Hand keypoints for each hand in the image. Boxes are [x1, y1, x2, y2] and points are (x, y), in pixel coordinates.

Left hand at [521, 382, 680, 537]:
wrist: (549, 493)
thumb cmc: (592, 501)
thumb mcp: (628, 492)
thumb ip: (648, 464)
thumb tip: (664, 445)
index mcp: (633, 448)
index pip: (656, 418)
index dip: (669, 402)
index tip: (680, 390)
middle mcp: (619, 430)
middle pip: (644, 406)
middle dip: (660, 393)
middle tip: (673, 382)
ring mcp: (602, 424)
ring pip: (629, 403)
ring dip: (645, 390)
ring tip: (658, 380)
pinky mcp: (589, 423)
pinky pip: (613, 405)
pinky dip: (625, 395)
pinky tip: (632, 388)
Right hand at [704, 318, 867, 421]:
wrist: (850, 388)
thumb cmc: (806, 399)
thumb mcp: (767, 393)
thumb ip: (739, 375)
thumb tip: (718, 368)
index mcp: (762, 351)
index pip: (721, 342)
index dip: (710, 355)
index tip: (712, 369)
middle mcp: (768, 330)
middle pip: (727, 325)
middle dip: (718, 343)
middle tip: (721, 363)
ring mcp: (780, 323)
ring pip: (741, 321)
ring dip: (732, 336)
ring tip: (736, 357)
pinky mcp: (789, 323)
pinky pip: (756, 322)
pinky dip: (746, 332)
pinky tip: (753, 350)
====================
-- AIM OF THE EXERCISE --
Each line above that contains "ring" must be copied out.

-- RESULT --
ring mcp: (602, 424)
ring pip: (629, 403)
ring dip: (645, 390)
ring tip: (658, 380)
ring mcp: (780, 323)
ring pip: (741, 321)
ring dip: (732, 336)
ring tip: (736, 357)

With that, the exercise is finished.